En casa de Abdel nos recibe el pequeño Amán, uno de sus hijos. Los amigos van descalzándose antes de entrar en el salón, donde ya está dispuesto el iftar. Tras alguna broma al pequeño, se sientan alrededor del banquete. No cabe un plato más en la mesa. “Me toca invitar a los amigos. Es el tiempo de perdón. Esto es el islam verdadero, estar unidos y ayudar a los demás”, cuenta Abdel mientras acomoda más sillas y sirve el té. Hay harira, una sopa típica marroquí; chebakia, un dulce tradicional; batbot, un pan árabe; baghir, una especie de crepes y un pollo dorado que sigue una receta de Marruecos. “Cada vez tenemos más fácil encontrar nuestros productos aquí”, dicen.
A la mesa se sientan dos nacionalidades -son todos marroquíes excepto Bassam y Mahmood, sirios-. Abdul llegó solo y después trajo a su mujer y a sus hermanos. “Mi hijo ya es galego, de origen marroquí pero galego”, dice mientras acaricia al niño. Ahmed, sin embargo, lleva un año y medio en la ciudad. Busca curro. “El problema es que si no trabajas, no hay papeles y si no hay papeles, no hay trabajo”.

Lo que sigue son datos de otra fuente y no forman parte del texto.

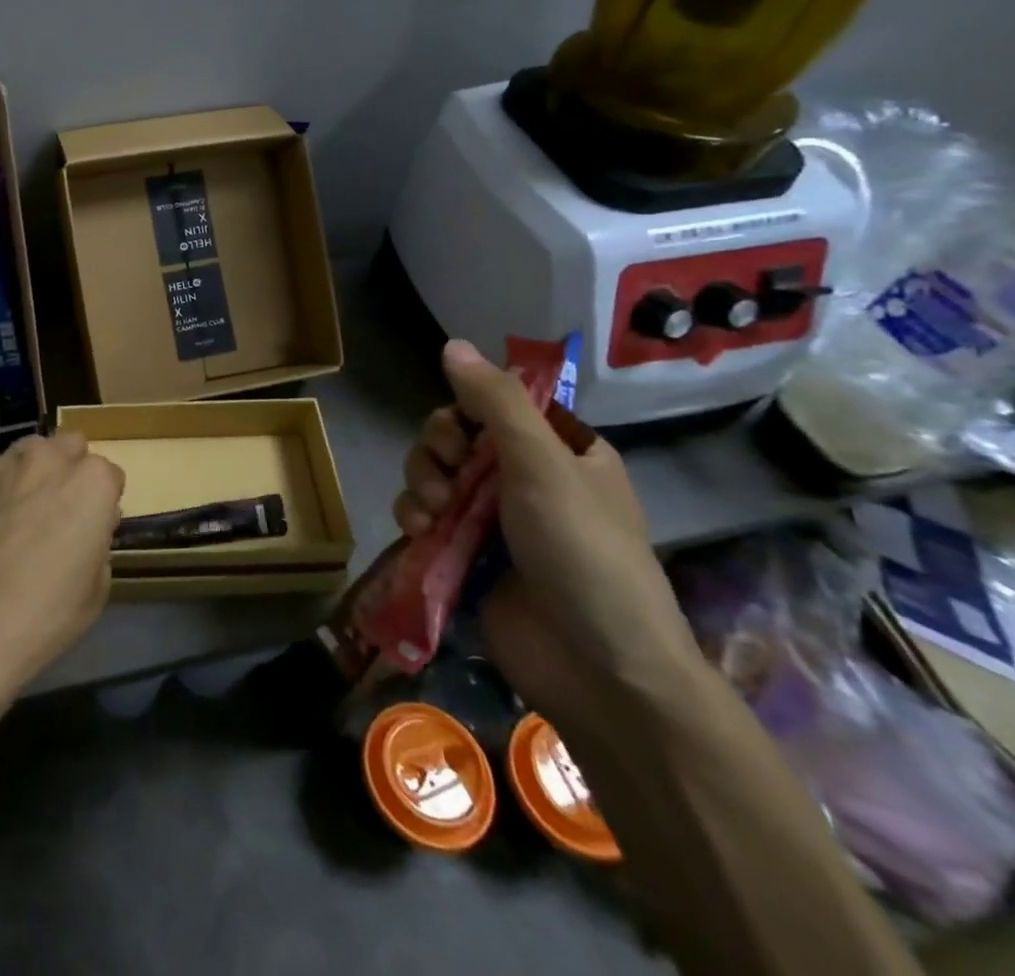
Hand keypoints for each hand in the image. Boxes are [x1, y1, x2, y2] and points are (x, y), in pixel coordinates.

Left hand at [0, 432, 123, 735]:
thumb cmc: (43, 615)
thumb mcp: (96, 590)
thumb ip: (97, 542)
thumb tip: (85, 528)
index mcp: (91, 481)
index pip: (109, 477)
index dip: (101, 504)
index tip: (91, 530)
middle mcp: (48, 458)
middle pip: (69, 448)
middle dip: (68, 471)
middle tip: (57, 514)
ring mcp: (1, 464)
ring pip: (27, 454)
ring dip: (30, 475)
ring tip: (16, 519)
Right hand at [396, 340, 703, 743]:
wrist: (599, 670)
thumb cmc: (584, 553)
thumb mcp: (543, 465)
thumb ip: (494, 403)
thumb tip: (452, 343)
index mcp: (557, 450)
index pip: (491, 405)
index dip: (463, 411)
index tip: (460, 434)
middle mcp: (522, 478)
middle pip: (452, 437)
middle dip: (438, 452)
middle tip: (450, 477)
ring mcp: (492, 519)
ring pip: (431, 474)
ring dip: (423, 484)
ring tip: (435, 515)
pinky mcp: (464, 554)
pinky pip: (422, 516)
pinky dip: (415, 518)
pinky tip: (420, 533)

Salah es el más joven. También el que maneja mejor el idioma. Llegó de Marruecos a España a los 16 e ingresó en un centro para menores no acompañados. “Al estar en el centro me pusieron muy fácil el tema de los papeles. Ahora estoy trabajando, soy camarero. La Semana Santa ha sido algo dura, pero estoy muy contento”. Apunta que hoy es el cumpleaños de Mohamed, que, con sinceridad, añade: “Yo sí tengo trabajo, pero no papeles”. Los demás se ríen.

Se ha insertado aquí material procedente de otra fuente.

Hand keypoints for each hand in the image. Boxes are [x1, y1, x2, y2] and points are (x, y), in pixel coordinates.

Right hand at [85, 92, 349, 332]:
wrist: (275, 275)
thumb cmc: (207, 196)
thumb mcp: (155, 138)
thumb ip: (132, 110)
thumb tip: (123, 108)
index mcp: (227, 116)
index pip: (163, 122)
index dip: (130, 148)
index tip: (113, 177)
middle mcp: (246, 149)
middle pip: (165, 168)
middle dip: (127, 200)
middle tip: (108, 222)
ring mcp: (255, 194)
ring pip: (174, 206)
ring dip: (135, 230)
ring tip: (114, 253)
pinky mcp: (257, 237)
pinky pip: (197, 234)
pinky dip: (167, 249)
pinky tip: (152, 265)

La mayoría se cohíbe al hablar de prejuicios. Solo Abdel admite que en sus 20 años en Ourense “dos o tres veces sentí eso, pero si tú eres bueno y no andas con tonterías, te respetan”. El tono cambia al hablar de integración. Ahí sí se sienten bien. “Nos gusta la vida aquí. Esta es una ciudad tranquila. Muchos tenemos trabajo y a nuestras familias, criamos a nuestros hijos en Ourense”. Al apagar la grabadora, uno de los Mohamed se atreve con el gallego. Lleva 10 años en la ciudad y es conductor de camiones. “Estoy solo, pero hay que arreglarse con compañeros y amigos. Hay que salir adelante”, dice. “Lo más duro es dejar a la mamá sola”, confiesa Salah, que inmediatamente después de pronunciar la frase se somete a una pequeña burla del resto.
Faltan 20 minutos para el tarawikh, la oración de la noche. Los amigos apuran el harira. “Ahora vamos al Wences (un bar de A Carballeira) a tomar el café antes del rezo”, se despiden.
A escasos minutos de las 22,40 horas comienza a llenarse la mezquita. Cerca de 50 musulmanes llegan al rezo. Casi todos, hombres. Entra un grupo de mujeres -marroquíes y paquistaníes-, pero su oración es en una sala aparte. “En la mujer es todo prejuicios. Aunque yo no sentí nunca ni machismo ni rechazo. Sentimos respeto”, cuenta Laila, que educa a tres niñas de 16, 14 y 12 años en Ourense. Dos jóvenes leen el Corán antes de que el imán, al que no le ha dado tiempo a hacer la digestión, entre por la puerta.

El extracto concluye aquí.